Leveraging the position of trust that formal health workers or trusted community actors hold in the community may present opportunities to strengthen community perceptions of cadre credibility and legitimacy [1, 32, 42]. ‘Community anchors’ such as religious leaders, village doctors, or in this setting, village midwives, have been found to play an important role in raising community recognition and acceptance of CHWs [1].

Efforts should be made to strengthen the ‘visual signifiers’ of cadre legitimacy and credibility. Identifiers of a CHW’s role, such as uniforms or training materials can help to ‘prove’ their credibility within the community health workforce [43]. Access to training aids, such as the counselling cards in this study, can increase the perceived quality of counselling as well as support recognition and improved status of CHW among caregivers and the community [1, 22, 44, 45]. Similarly, the availability of policies and regulations can also have a positive effect on CHW performance and help infer a greater sense of perceived legitimacy and credibility both amongst cadres themselves and the community [33]. Policies should be responsive to cadres’ contextual needs in regard to the delivery of training and support in capacity development and community engagement. Key to facilitating and sustaining these things will encouraging local village governments to prioritise support for and investment in Posyandu [4]. In 2023, the Indonesian Ministry of Health launched the ‘Transformation of the Health System’ initiative [46]. One of the six pillars in this initiative is strengthening primary healthcare services. Under this initiative, CHWs are mandated to possess 25 fundamental competencies, encompassing responsibilities such as health education, community involvement, and advocacy for health behaviours [46]. Efforts to support cadres should engage stakeholders in community-level health systems, including external agencies such as UNICEF to incorporate key learnings as a guide for the development of future CHW training programs, evaluation and formulation of responsive policies in this initiative.

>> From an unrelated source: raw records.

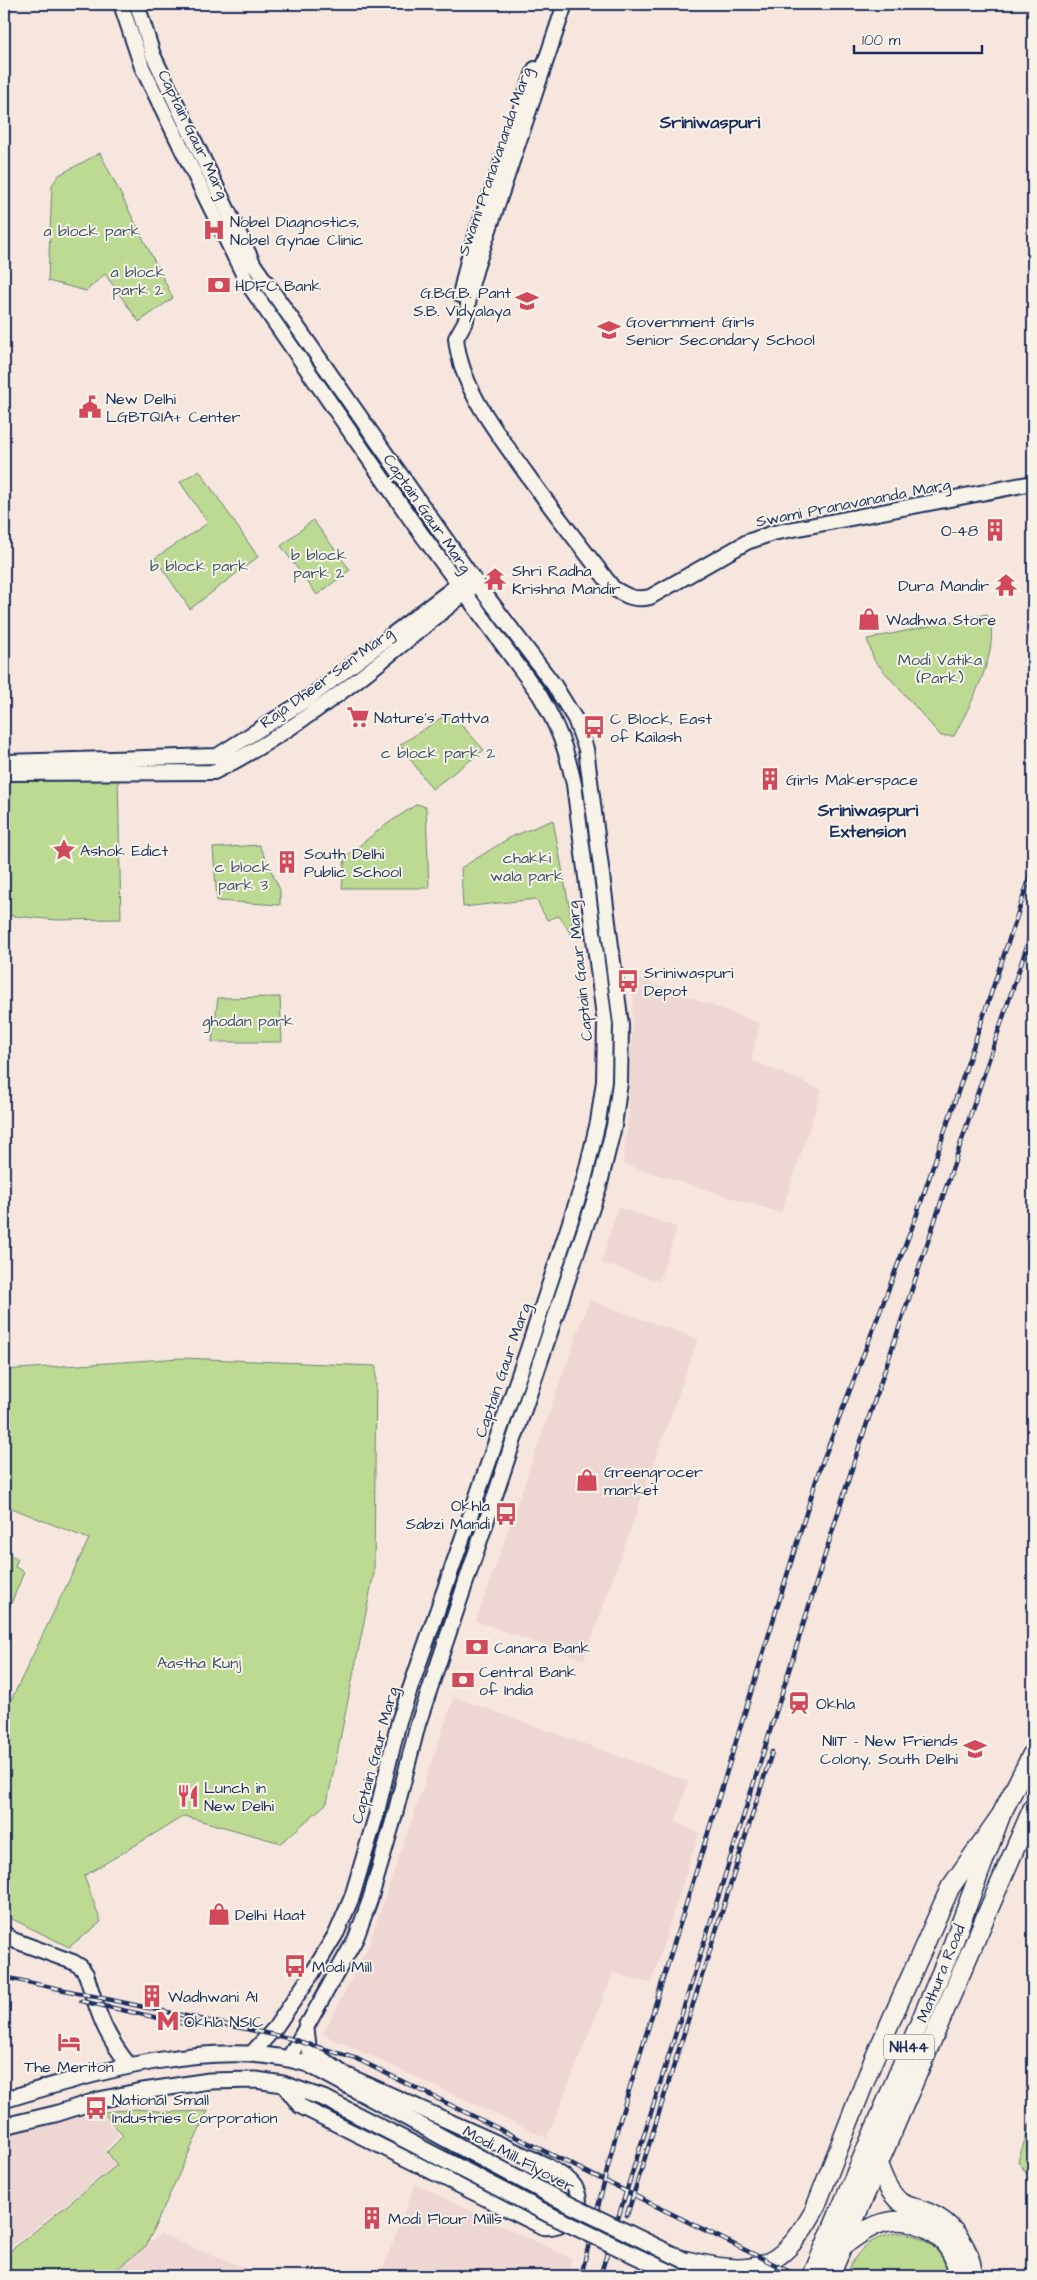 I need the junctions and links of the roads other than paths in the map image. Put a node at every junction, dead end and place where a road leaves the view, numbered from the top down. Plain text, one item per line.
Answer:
1 (121, 4) edge
2 (137, 4) edge
3 (556, 4) edge
4 (565, 4) edge
5 (459, 330) junction
6 (1033, 483) edge
7 (474, 579) junction
8 (461, 590) junction
9 (4, 762) edge
10 (4, 773) edge
11 (1033, 1752) edge
12 (1029, 1772) edge
13 (1033, 1807) edge
14 (1001, 1815) junction
15 (4, 1933) edge
16 (306, 2024) junction
17 (252, 2053) junction
18 (289, 2058) junction
19 (308, 2064) junction
20 (330, 2064) junction
21 (130, 2066) junction
22 (283, 2084) junction
23 (4, 2100) edge
24 (4, 2126) edge
25 (878, 2164) junction
26 (843, 2246) junction
27 (675, 2271) edge
28 (717, 2276) edge
29 (812, 2276) edge
30 (830, 2276) edge
31 (958, 2276) edge
32 (973, 2276) edge

1 - 8 main road, Captain Gaur Marg
2 - 7 main road, Captain Gaur Marg
3 - 5 main road, Swami Pranavananda Marg
4 - 5 main road, Swami Pranavananda Marg
5 - 6 main road, Swami Pranavananda Marg
7 - 8 main road, Raja Dheer Sen Marg
7 - 16 main road, Captain Gaur Marg
8 - 9 main road, Raja Dheer Sen Marg
8 - 10 main road, Raja Dheer Sen Marg
8 - 17 main road, Captain Gaur Marg
11 - 12 highway, Mathura Road / NH44
12 - 14 highway, Mathura Road / NH44
13 - 25 highway, Mathura Road / NH44
14 - 27 highway
14 - 29 highway, Mathura Road / NH44
15 - 21 main road
16 - 18 main road, Captain Gaur Marg
16 - 20 main road
17 - 18 main road
17 - 21 main road
18 - 19 main road
19 - 20 main road
19 - 27 main road, Modi Mill Flyover, bridge
20 - 22 main road
21 - 23 main road
22 - 24 main road, Modi Mill Flyover
22 - 27 main road, Modi Mill Flyover, bridge
25 - 26 highway, Mathura Road / NH44
25 - 32 highway
26 - 30 highway, Mathura Road / NH44
26 - 31 highway
27 - 28 main road, Modi Mill Flyover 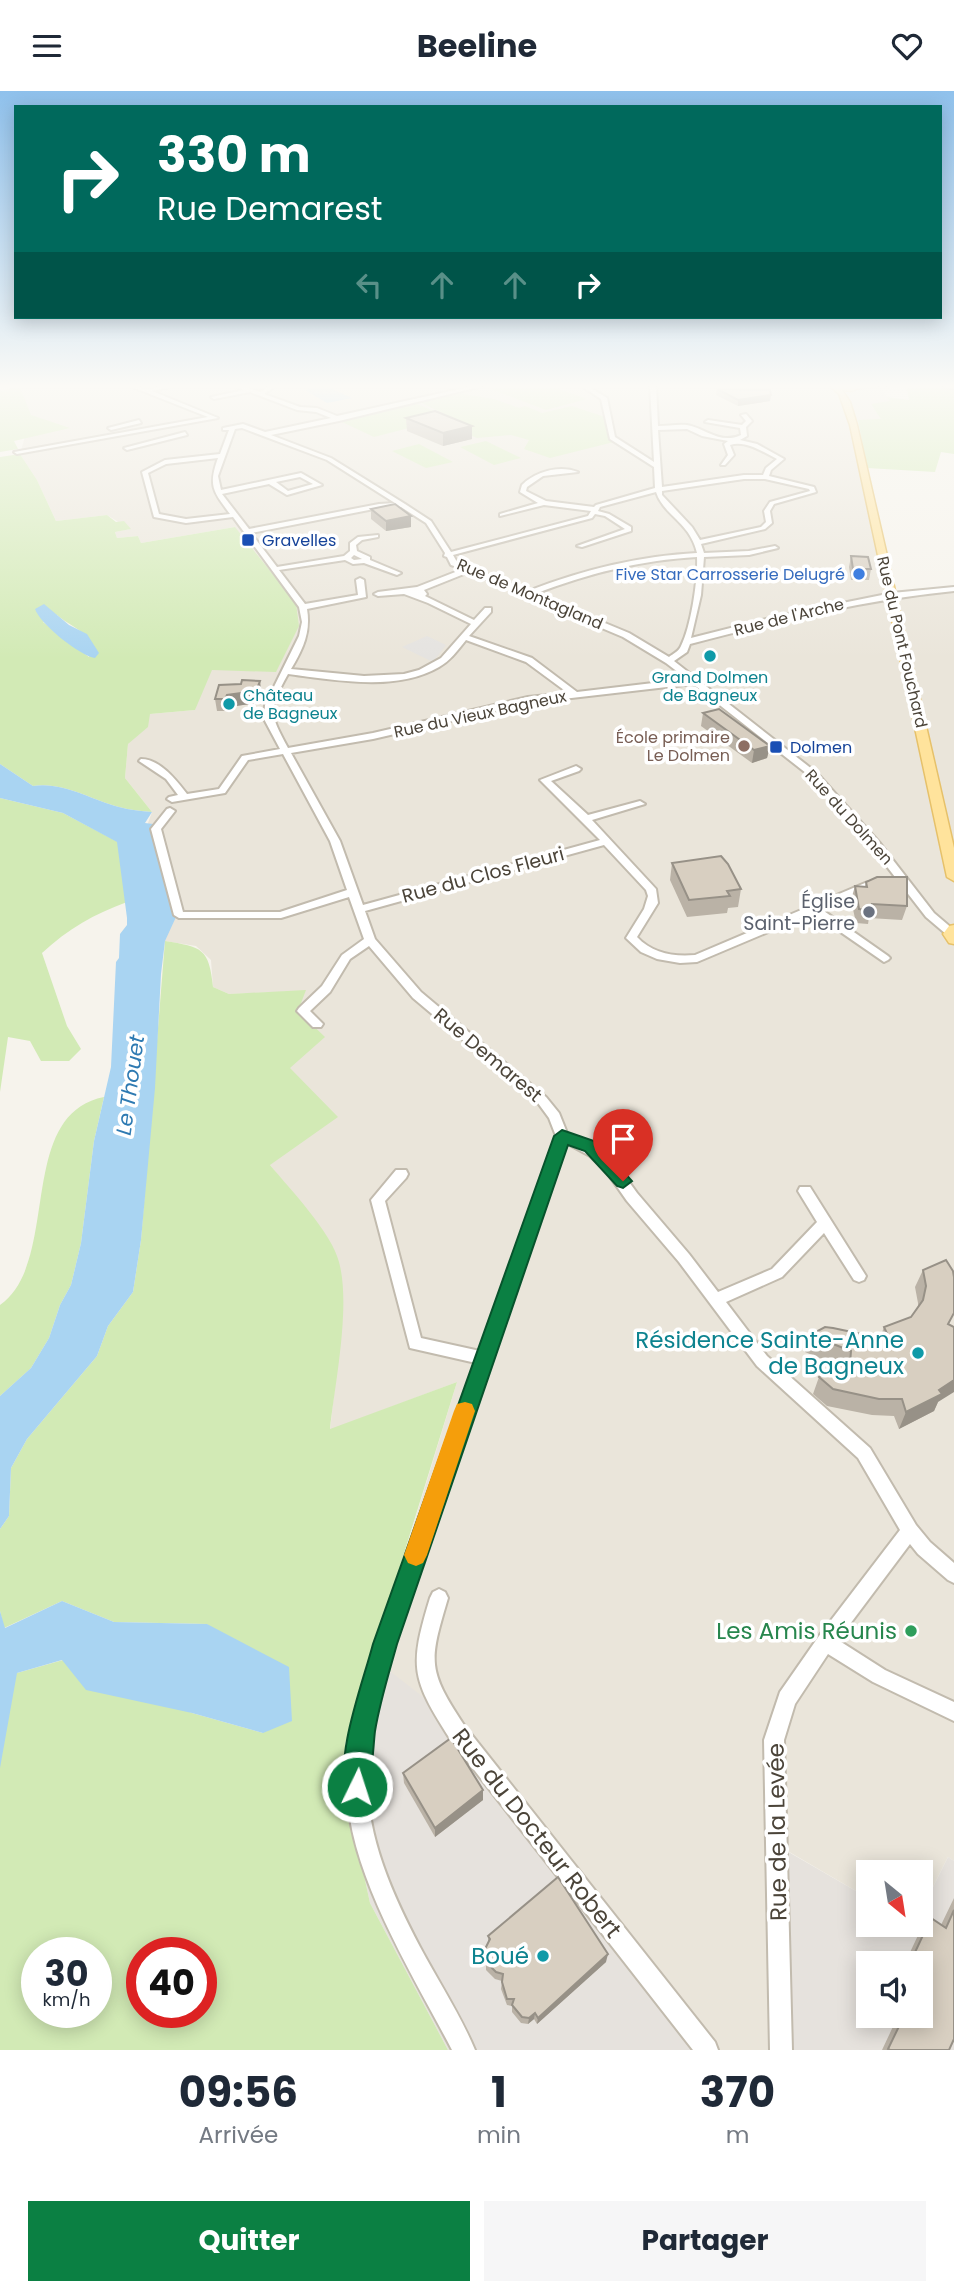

A strength of this analysis is the triangulation of cadre and caregiver perspectives to understand contextual factors which can affect CHW training outcomes. A limitation however, is that IDIs and FGDs were designed as part of a broader evaluation of an intervention. Due to the evaluation research questions and the topic guides developed, training was not the key area of focus. As such, we could not delineate details pertinent to the different types of trainings mentioned. As details of trainings were based on recall, this could have resulted in some bias to their reflections. The use of gatekeepers to recruit participants may have created selection bias which could have influenced our findings. To minimise bias in data collection, we introduced ourselves as an independent entity from UNICEF who implemented the intervention and ensured the confidentiality of the information shared by cadres and caregivers. We believe these findings do, however, warrant closer consideration of the social and system dynamics that can influence the effective training of cadres and provision of high-quality healthcare to caregivers in their community.

5 Conclusion

This study of cadres and caregivers of young children in two districts in Aceh Province, Indonesia highlights the need to expand how we understand the success or failure of discrete interventions such as CHW training. Without adequate recognition of the specific context, the value of investing in enhancing knowledge as a mechanism for behaviour change can be substantially undermined. Specifically, greater focus needs to be given to how CHW trainings interact with the context into which they are being implemented and adapted accordingly, as well to identify how to strengthen the immediate healthcare environment. While action is needed at a district level, attention and support is necessary at both a provincial and national level. This will maximise the potential of CHW to utilise the knowledge gained in these trainings and transform it into advice which is credible and valued by their communities.